Food

Casa Marrazzo, la festa di “fine campagna”

Omaggio alla Madonna delle Galline durante la festa della fine della stagione conserviera della storica azienda di Pagani, Casa Marrazzo

Rivivere la festa e il culto della Madonna delle Galline in una “fabbrica di pomodori” per celebrare la fine della stagione di trasformazione. Un ancestrale momento per mettere insieme tradizione, fede, religione, pietà popolare, cultura contadina e nobiltà del lavoro.

L’idea, intrigante, è di Casa Marrazzo, storica azienda di Pagani specializzata nella produzione di conserve vegetali e nella trasformazione artigianale dei pomodori. La “Festa di Fine Campagna” è diventato un tributo alla terra e alle sue eccellenze, capace di unire storia, arte e gastronomia in un’unica grande festa.

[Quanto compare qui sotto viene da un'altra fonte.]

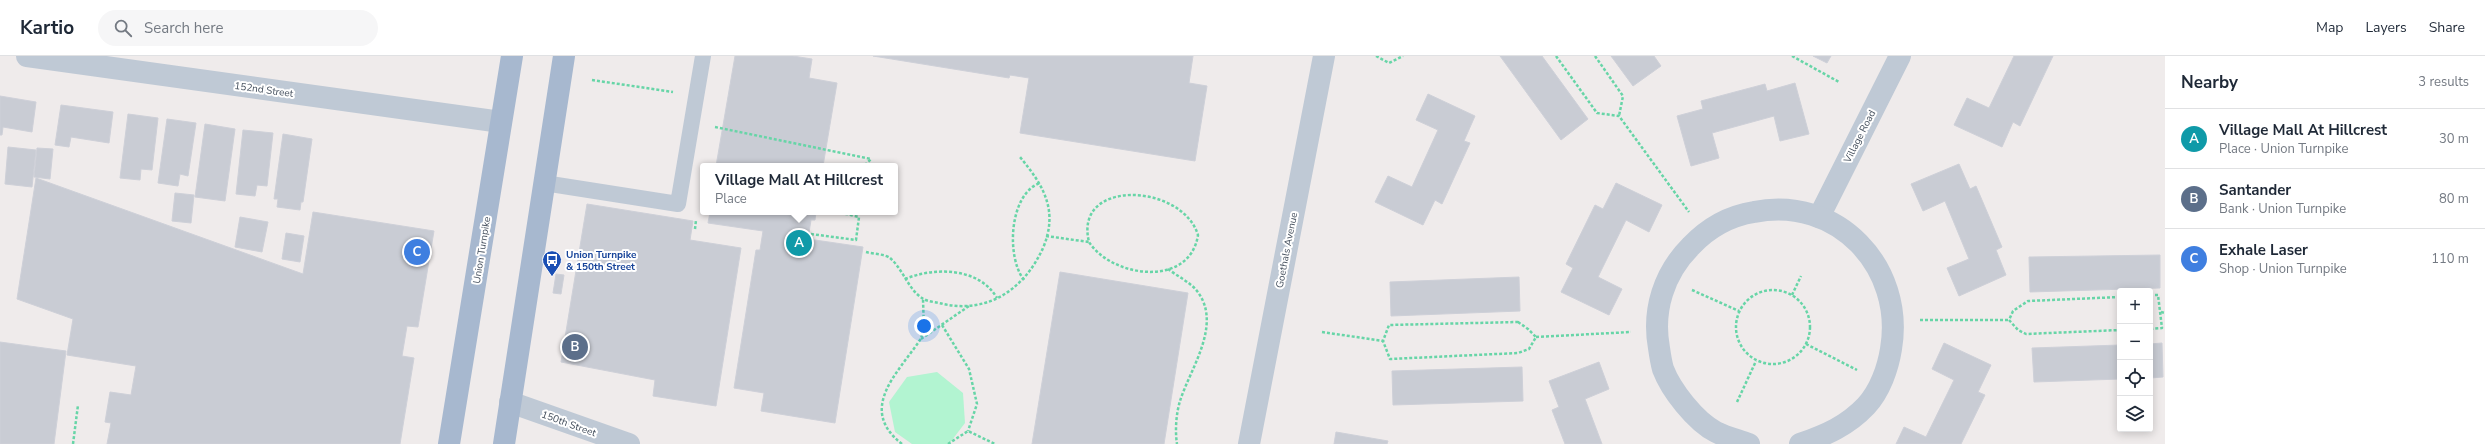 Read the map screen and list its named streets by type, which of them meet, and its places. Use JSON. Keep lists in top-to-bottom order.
{
  "streets": {
    "main road": ["Union Turnpike"],
    "street": [
      "152nd Street",
      "Village Road",
      "Goethals Avenue",
      "150th Street"
    ]
  },
  "crossings": [
    ["152nd Street", "Union Turnpike"]
  ],
  "places": {
    "bus stop": ["Union Turnpike & 150th Street"]
  },
  "page": {
    "header": "Kartio",
    "search": "Search here",
    "nav": ["Map", "Layers", "Share"],
    "heading": ["Nearby", "3 results"],
    "list": [
      {
        "mark": "A",
        "name": "Village Mall At Hillcrest",
        "note": "Place · Union Turnpike",
        "value": "30 m"
      },
      {
        "mark": "B",
        "name": "Santander",
        "note": "Bank · Union Turnpike",
        "value": "80 m"
      },
      {
        "mark": "C",
        "name": "Exhale Laser",
        "note": "Shop · Union Turnpike",
        "value": "110 m"
      }
    ],
    "popup": ["Village Mall At Hillcrest", "Place"],
    "pins": ["A", "C", "B"],
    "map_buttons": ["+", "−"]
  }
}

L’evento è andato in scena lunedì 9 settembre nell’azienda dove è stata allestita una scenografia di forte impatto che ha richiamato, con le caratteristiche luminarie, la festa di paese. E il cibo non poteva mancare. Chef e pizzaioli come Andrea Aprea, Ciro Salvo, Peppe Guida e Roberta Esposito hanno utilizzato i prodotti di Casa Marrazzo per le loro speciali creazioni culinarie.

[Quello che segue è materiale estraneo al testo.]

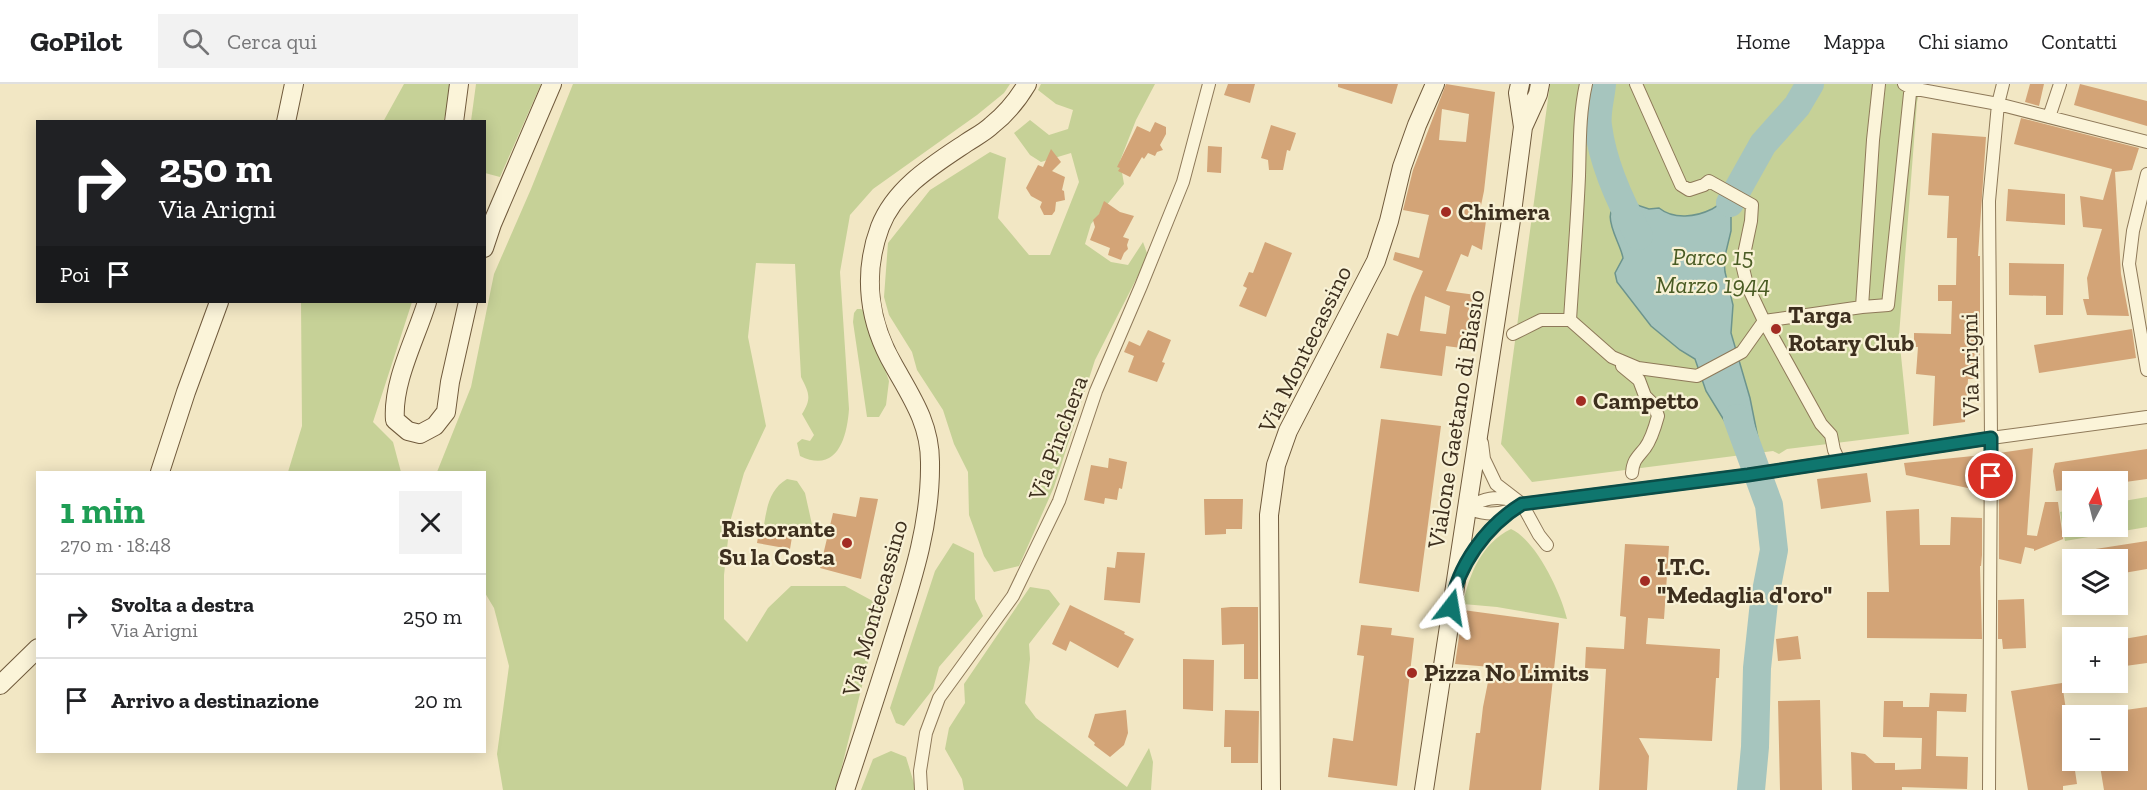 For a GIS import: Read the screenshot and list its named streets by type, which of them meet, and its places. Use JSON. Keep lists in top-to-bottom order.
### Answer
{
  "streets": {
    "street": [
      "Via Montecassino",
      "Via Arigni",
      "Vialone Gaetano di Biasio",
      "Via Pinchera"
    ]
  },
  "parks": ["Parco 15 Marzo 1944"],
  "places": [
    "Chimera",
    "Targa Rotary Club",
    "Campetto",
    "Ristorante Su la Costa",
    "I.T.C. \"Medaglia d'oro\"",
    "Pizza No Limits"
  ],
  "north": "top",
  "page": {
    "header": "GoPilot",
    "search": "Cerca qui",
    "nav": [
      "Home",
      "Mappa",
      "Chi siamo",
      "Contatti"
    ],
    "turn": ["250 m", "Via Arigni"],
    "then": "Poi",
    "map_buttons": ["+", "−"],
    "heading": ["1 min", "270 m · 18:48"],
    "list": [
      {
        "name": "Svolta a destra",
        "note": "Via Arigni",
        "value": "250 m"
      },
      {
        "name": "Arrivo a destinazione",
        "value": "20 m"
      }
    ]
  }
}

Non è mancato un commosso ricordo di Raffaele Vitale, lo chef architetto recentemente scomparso, che ha contribuito alla valorizzazione del pomodoro San Marzano e della cucina campana. Era presente la figlia Flora che si appresta a seguire le orme del papà. A completare l’offerta gastronomica ci sono stati i dolci firmati da Anna Belmattino, talentuosa lievitista campana.

“La Festa di Fine Campagna rappresenta per noi un momento di profonda gratitudine e connessione con le nostre radici”, afferma la Famiglia Marrazzo. “Celebrare la fine della campagna conserviera è un’occasione non solo per onorare il frutto del nostro lavoro, ma anche per condividere con la comunità i valori che ci guidano da quattro generazioni: l’amore per la terra, il rispetto per le tradizioni e l’impegno per l’eccellenza. È un evento che ci ricorda quanto sia prezioso il legame tra il nostro territorio e i prodotti che con passione trasformiamo ogni giorno”.

Con questa festa e con i suoi momenti di convivialità e cultura, il brand si è posto l’obiettivo di omaggiare la rete di persone che rendono possibile la magia del raccolto e la trasformazione del pomodoro, simbolo del loro territorio e delle loro radici.